ClickHouse tiered storage upsell

Diving deeper into

Product manager at Firebolt on on scaling challenges and ACID compliance in OLAP databases

Interview
Tiered storage is one of the mechanisms that ClickHouse keeps proprietary; they haven't pushed that down to the open source product.
Analyzed 5 sources

Keeping tiered storage out of open source turns a core cost lever into a cloud upsell. In practice, that matters less for many log workloads than it sounds, because ClickHouse compresses repetitive event data well enough that teams can often keep 30 day retention on attached disks, then fake a hot and warm layout by pairing SSDs with cheaper slower volumes on the same nodes instead of pushing old data to S3 or Blob storage.
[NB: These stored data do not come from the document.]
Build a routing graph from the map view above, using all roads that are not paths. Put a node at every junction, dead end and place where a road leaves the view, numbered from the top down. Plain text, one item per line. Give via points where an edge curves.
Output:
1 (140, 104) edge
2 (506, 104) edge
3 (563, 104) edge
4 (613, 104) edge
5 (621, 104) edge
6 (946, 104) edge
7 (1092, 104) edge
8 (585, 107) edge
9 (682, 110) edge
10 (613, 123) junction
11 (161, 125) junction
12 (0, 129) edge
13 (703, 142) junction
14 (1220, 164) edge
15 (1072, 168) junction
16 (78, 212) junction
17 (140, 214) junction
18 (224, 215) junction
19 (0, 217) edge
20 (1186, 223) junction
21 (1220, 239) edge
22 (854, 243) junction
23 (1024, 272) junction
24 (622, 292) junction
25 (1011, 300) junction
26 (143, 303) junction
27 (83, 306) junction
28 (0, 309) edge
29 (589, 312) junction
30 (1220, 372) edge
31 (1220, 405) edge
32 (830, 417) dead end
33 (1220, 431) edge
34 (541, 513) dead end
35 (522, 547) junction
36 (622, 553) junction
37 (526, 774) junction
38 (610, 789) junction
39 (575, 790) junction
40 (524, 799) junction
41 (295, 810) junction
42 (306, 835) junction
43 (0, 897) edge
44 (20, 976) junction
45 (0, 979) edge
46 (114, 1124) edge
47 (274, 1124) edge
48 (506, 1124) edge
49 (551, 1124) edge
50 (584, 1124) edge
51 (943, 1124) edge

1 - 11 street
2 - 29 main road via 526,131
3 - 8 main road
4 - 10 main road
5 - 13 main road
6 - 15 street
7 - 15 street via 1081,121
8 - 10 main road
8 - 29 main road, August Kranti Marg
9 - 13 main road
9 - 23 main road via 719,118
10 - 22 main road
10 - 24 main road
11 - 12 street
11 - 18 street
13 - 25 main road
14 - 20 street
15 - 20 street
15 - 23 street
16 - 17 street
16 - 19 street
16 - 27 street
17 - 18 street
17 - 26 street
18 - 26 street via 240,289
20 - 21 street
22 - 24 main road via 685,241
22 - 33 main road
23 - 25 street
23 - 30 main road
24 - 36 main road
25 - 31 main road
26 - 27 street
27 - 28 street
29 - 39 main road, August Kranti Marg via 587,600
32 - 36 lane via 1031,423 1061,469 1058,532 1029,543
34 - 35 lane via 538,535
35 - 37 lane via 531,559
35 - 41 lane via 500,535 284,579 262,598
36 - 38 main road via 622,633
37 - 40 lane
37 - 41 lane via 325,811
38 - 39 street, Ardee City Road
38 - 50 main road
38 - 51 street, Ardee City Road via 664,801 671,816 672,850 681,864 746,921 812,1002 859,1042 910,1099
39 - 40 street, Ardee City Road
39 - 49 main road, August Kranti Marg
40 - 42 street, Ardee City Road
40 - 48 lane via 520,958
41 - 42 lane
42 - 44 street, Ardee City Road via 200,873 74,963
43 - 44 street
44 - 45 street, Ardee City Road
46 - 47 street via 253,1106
  • For observability data, the first win usually comes from compression, not from object storage. In this case, moving from OpenSearch to ClickHouse cut cluster size to about one third, extended retention from 7 to 30 days, and still lowered cost, which is why missing native tiered storage was manageable.
  • ClickHouse Cloud uses separated storage and compute with object storage as the primary durable layer, and markets long retention as part of that design. That makes tiered storage less of a nice extra and more of a product boundary between self hosted open source and the managed service.
  • This fits the broader ClickHouse playbook. Open source gets teams in the door for fast, cheap, append heavy analytics, then proprietary cloud features, plus less operational work, become the reason to upgrade once datasets, compliance needs, or scaling pain get big enough.

Going forward, the line between local disk tricks and true cloud storage separation will matter more as customers want longer retention without babysitting clusters. That pushes ClickHouse further toward monetizing cloud only storage economics, while self hosted users will keep stretching open source with compression, attached warm disks, and careful data layout until the operational burden outweighs the savings.